Problem> Return only what lies between the first line of the entries and the line containing "middle pip: (186, 134)", both lines included.

Data shown>
-------
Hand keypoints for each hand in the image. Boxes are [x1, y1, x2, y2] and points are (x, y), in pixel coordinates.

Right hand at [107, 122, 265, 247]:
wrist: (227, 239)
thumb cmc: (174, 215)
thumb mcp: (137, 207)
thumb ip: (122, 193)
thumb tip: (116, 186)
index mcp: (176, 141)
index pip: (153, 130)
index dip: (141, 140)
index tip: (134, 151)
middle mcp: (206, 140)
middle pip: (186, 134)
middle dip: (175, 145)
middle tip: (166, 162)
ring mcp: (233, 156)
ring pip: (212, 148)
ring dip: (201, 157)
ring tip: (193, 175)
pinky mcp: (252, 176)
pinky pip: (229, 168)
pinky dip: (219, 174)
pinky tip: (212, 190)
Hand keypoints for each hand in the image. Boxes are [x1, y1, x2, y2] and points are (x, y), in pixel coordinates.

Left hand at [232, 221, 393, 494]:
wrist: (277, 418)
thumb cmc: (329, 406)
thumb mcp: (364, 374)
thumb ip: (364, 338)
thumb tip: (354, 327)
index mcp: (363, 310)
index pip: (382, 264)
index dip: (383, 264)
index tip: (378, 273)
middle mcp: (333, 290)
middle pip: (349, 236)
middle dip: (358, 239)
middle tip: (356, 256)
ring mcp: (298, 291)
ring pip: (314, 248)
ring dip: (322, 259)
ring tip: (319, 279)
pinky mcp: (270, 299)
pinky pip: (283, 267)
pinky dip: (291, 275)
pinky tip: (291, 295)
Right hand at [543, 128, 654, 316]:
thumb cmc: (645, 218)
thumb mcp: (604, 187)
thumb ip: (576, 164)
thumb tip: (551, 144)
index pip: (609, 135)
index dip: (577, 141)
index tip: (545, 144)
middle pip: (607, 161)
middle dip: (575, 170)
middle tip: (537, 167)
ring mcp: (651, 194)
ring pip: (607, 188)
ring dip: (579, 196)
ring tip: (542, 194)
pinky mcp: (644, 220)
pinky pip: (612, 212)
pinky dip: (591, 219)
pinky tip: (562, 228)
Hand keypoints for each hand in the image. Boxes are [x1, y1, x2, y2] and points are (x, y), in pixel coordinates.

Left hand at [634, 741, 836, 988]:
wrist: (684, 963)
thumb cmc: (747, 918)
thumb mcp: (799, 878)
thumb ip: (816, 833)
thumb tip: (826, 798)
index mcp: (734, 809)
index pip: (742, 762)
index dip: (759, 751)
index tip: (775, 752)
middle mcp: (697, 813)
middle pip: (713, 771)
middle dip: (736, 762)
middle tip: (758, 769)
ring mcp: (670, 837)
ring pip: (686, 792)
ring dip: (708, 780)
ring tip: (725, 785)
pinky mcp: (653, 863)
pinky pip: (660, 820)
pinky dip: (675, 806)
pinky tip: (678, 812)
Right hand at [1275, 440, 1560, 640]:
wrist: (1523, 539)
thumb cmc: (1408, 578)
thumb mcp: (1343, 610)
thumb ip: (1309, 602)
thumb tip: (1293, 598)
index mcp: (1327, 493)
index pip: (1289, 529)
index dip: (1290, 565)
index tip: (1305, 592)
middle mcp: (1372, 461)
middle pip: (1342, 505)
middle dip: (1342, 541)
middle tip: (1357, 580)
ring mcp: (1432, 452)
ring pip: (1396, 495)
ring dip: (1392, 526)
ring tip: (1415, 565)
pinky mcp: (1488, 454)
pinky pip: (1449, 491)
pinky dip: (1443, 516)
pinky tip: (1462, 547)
-------
Answer for this exercise>
Hand keypoints for each hand in the image. Boxes are [x1, y1, x2, y2] and points are (x, y), in pixel coordinates.

Right hand at [107, 122, 265, 247]:
wrist: (227, 239)
thumb cmc: (174, 215)
thumb mcp: (137, 207)
thumb ip: (122, 193)
thumb tip: (116, 186)
index mcp: (176, 141)
index pip: (153, 130)
index dip: (141, 140)
index tip: (134, 151)
middle mcp: (206, 140)
middle pip: (186, 134)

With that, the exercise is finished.